Ещё когда мы разрезали Восточную Пруссию, видел я понурые колонны возвращающихся пленных—единственные при горе, когда радовались вокруг все, — и уже тогда их безрадостность ошеломляла меня, хоть я ещё не разумел её причины. Я соскакивал, подходил к этим добровольным колоннам (зачем колоннам? почему они строились? ведь их никто не заставлял, военнопленные всех наций возвращались разбродом! А наши хотели прийти как можно более покорными…). Там на мне были капитанские погоны, и под погонами да и при дороге было не узнать: почему ж они так все невеселы? Но вот судьба завернула и меня вослед этим пленникам, я уже шёл с ними из армейской контрразведки во фронтовую, во фронтовой послушал их первые, ещё неясные мне, рассказы, потом развернул мне это всё Юрий Евтухович, а теперь, под куполами кирпично–красного Бутырского замка, я ощутил, что эта история нескольких миллионов русских пленных пришивает меня навсегда, как булавка таракана. Моя собственная история попадания в тюрьму показалась мне ничтожной, я забыл печалиться о сорванных погонах. Там, где были мои ровесники, там только случайно не был я. Я понял, что долг мой — подставить плечо к уголку их общей тяжести—и нести до последних, пока не задавит. Я так ощутил теперь, будто вместе с этими ребятами и я попал в плен на Соловьёве кой переправе, в Харьковском мешке, в Керченских каменоломнях; и, руки назад, нёс свою советскую гордость за проволоку концлагеря; и на морозе часами выстаивал за черпаком остывшей кавы (кофейного эрзаца) и оставался трупом на земле, не доходя котла; в офлаге–68 (Сувал–ки) рыл руками и крышкою от котелка яму колоколоподобную (кверху уже), чтоб зиму не на открытом плацу зимовать; и озверевший пленный подползал ко мне остывающему грызть моё ещё не остывшее мясо под локтем; и с каждым новым днём обострённого голодного сознания, в тифозном бараке и у проволоки соседнего лагеря англичан, —ясная мысль проникала в мой умирающий мозг: что Советская Россия отказалась от своих издыхающих детей. «России гордые сыны», они нужны были ей, пока ложились под танки, пока ещё можно было поднять их в атаку. А взяться кормить их в плену? Лишние едоки. И лишние свидетели позорных поражений.

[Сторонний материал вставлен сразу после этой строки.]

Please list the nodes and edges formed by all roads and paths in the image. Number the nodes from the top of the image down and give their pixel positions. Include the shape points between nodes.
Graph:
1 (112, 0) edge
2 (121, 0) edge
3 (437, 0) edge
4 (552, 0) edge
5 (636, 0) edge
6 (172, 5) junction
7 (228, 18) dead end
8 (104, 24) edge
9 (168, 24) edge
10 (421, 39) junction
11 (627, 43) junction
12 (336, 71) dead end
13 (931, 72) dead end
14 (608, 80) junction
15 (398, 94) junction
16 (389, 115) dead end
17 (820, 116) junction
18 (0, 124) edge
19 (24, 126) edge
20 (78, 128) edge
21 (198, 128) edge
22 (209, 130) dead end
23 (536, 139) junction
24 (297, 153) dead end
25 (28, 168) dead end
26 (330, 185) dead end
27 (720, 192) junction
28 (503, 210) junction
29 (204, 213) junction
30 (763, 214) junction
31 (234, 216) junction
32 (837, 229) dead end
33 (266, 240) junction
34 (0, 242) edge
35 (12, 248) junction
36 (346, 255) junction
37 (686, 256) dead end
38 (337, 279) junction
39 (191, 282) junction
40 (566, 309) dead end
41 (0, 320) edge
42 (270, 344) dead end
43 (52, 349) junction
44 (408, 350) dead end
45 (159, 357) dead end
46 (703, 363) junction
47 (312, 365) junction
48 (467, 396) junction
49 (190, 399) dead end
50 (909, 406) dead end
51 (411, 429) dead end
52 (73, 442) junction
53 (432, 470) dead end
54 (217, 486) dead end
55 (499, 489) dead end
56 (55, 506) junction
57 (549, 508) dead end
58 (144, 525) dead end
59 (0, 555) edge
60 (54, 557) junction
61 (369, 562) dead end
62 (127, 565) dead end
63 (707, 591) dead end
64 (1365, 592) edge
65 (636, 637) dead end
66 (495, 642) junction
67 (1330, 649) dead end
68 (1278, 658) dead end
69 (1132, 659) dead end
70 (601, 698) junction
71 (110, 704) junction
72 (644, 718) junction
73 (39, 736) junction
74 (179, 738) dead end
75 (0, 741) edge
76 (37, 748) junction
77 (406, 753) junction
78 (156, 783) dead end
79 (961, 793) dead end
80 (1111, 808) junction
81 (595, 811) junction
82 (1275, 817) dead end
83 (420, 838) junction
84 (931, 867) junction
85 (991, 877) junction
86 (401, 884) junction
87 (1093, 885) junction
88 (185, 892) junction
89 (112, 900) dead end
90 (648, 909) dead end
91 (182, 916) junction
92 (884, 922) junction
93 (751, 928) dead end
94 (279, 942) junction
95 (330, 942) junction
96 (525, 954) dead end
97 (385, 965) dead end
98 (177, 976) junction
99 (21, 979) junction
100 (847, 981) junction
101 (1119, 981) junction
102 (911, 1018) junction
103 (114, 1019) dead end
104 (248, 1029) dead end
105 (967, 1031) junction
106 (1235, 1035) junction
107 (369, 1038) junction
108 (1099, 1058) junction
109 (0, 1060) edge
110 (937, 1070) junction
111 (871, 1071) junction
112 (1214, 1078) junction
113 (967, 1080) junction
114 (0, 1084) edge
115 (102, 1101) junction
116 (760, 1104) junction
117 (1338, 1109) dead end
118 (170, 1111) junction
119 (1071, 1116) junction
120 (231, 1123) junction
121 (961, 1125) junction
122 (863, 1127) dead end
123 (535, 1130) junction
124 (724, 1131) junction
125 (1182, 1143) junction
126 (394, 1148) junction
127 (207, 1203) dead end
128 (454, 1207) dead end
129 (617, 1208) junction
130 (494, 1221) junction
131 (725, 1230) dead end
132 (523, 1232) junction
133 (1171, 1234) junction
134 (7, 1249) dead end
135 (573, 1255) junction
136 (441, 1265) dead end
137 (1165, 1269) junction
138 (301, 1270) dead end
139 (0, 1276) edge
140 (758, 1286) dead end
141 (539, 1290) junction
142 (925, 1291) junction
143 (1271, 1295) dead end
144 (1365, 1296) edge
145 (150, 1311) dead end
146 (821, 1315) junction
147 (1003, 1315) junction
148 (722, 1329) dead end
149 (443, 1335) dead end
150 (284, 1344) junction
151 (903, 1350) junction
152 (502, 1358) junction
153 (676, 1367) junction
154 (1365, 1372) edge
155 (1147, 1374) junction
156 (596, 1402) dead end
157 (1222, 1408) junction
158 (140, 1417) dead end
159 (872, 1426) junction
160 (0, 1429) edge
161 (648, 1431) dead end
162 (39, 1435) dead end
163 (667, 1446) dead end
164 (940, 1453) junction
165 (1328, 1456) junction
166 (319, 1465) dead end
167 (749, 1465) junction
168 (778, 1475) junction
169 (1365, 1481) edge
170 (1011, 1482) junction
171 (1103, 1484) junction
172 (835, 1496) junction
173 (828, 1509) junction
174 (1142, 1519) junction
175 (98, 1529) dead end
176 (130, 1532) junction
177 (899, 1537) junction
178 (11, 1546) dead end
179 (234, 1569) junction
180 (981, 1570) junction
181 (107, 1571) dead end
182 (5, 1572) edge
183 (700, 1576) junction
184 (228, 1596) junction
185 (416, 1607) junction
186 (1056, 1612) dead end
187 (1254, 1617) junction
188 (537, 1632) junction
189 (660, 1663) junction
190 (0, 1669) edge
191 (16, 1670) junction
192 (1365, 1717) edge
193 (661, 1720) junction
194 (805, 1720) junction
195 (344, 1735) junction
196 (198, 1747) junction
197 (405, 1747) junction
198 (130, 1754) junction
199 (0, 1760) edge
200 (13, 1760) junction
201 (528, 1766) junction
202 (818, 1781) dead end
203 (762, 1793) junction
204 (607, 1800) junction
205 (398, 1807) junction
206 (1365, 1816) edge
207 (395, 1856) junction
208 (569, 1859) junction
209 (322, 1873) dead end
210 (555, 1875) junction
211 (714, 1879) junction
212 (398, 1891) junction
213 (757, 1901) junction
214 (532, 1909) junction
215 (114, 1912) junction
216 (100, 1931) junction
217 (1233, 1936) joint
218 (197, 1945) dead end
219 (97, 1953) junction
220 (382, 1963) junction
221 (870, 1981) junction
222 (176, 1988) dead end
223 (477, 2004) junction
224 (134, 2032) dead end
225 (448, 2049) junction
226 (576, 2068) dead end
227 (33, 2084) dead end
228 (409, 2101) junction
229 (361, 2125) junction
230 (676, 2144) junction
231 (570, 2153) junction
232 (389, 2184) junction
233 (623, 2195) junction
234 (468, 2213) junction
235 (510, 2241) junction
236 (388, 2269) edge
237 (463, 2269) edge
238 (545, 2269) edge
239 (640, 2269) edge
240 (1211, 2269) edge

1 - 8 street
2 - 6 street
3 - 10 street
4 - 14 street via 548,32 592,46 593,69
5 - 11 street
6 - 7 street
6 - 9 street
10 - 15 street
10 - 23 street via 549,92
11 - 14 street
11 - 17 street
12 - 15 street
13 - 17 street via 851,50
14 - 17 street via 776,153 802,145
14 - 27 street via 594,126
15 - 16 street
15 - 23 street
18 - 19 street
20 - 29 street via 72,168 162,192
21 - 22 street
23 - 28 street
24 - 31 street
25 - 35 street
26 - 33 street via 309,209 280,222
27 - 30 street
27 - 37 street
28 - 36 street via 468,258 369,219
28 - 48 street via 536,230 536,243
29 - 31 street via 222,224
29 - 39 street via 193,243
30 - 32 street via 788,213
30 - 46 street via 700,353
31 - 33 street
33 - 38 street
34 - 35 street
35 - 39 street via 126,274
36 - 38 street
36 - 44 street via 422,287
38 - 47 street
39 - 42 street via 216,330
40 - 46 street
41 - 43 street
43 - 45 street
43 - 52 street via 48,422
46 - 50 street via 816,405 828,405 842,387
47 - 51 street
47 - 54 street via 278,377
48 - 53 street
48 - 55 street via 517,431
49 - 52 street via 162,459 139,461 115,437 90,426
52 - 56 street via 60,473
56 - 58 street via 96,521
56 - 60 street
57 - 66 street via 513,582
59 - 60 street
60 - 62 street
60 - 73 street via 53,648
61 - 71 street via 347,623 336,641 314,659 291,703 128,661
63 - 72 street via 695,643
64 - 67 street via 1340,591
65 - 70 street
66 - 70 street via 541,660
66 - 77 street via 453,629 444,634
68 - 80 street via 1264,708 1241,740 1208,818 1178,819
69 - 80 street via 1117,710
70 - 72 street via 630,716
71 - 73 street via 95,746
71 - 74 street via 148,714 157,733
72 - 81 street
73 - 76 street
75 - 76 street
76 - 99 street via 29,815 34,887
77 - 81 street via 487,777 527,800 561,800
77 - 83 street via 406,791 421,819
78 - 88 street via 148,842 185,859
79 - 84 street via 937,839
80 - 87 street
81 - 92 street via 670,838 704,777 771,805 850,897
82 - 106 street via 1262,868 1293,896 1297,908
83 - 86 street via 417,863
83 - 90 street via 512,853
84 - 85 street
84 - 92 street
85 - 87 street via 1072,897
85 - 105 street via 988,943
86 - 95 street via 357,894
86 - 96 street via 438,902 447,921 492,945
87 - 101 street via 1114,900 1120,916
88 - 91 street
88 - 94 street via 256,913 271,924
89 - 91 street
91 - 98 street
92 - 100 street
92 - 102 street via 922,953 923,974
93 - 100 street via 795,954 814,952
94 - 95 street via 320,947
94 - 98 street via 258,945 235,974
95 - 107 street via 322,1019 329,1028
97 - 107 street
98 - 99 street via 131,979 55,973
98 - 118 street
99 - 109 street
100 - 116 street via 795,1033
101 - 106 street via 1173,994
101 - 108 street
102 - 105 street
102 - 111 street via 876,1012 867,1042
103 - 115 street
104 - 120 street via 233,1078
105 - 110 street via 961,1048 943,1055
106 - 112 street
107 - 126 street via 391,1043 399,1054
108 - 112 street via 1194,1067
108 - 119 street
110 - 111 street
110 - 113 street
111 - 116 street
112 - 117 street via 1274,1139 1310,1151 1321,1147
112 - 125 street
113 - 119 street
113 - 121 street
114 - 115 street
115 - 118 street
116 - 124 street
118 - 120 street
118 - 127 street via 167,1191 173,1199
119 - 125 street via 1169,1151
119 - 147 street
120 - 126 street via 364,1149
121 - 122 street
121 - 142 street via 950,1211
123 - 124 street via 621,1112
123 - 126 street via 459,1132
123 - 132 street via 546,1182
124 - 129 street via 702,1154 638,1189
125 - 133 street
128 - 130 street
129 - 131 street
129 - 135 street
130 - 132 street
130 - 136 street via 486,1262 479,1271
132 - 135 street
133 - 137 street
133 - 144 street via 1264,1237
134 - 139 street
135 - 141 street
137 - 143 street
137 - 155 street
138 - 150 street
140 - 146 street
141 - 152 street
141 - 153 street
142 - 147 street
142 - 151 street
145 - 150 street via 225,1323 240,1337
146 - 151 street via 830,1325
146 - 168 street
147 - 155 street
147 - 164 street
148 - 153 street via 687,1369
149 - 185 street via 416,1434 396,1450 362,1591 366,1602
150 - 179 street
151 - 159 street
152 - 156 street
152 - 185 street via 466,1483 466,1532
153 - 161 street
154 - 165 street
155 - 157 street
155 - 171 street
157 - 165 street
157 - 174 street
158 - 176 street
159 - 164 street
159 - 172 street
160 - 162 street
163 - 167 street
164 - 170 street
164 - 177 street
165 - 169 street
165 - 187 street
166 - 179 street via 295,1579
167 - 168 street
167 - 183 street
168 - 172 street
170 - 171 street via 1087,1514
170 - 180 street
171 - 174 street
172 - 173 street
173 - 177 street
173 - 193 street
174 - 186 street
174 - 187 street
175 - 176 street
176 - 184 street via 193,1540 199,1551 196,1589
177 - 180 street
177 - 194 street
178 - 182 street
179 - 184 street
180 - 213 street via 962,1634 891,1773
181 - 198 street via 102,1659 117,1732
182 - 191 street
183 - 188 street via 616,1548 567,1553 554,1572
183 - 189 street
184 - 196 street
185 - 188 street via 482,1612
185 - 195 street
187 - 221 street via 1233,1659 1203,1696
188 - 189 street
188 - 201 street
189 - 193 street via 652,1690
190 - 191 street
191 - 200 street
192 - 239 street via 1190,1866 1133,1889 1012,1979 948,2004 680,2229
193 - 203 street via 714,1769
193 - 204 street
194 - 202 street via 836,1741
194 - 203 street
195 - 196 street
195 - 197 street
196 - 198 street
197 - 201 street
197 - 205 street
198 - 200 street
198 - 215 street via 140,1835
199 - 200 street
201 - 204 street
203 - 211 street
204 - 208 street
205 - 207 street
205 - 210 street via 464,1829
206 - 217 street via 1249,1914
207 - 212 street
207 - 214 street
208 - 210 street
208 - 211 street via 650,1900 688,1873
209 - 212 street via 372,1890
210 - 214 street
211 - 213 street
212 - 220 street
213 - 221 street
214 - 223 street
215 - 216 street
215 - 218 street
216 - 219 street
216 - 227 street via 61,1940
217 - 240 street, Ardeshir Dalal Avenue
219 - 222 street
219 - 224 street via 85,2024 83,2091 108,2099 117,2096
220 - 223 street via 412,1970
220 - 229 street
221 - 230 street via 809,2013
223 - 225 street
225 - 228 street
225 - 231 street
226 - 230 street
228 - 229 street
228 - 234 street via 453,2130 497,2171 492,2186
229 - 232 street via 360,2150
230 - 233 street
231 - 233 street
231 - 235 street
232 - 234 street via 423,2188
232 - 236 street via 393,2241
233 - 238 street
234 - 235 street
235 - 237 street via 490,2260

Иногда мы хотим солгать, а Язык нам не даёт. Этих людей объявили изменниками, но в языке примечательно ошиблись — и следователи, и прокуроры, и судьи. И сами осуждённые, и весь народ, и газеты повторили и закрепили эту ошибку, невольно выдавая правду: их хотели объявить изменниками РодинЕ, но никто не говорил и не писал даже в судебных материалах иначе, как «изменники РодинЫ».

Ты сказал! Это были не изменники ей, а её изменники. Не они, несчастные, изменили Родине, но расчётливая Родина изменила им, и притом трижды.

Первый раз бездарно она предала их на поле сражения— когда правительство, излюбленное Родиной, сделало всё, что могло, для проигрыша войны: уничтожило линии укреплений, подставило авиацию под разгром, разобрало танки и артиллерию, лишило толковых генералов и запретило армиям сопротивляться[70]. Военнопленные — это и были именно те, чьими телами был принят удар и остановлен вермахт.

Второй раз бессердечно предала их Родина, покидая подохнуть в плену.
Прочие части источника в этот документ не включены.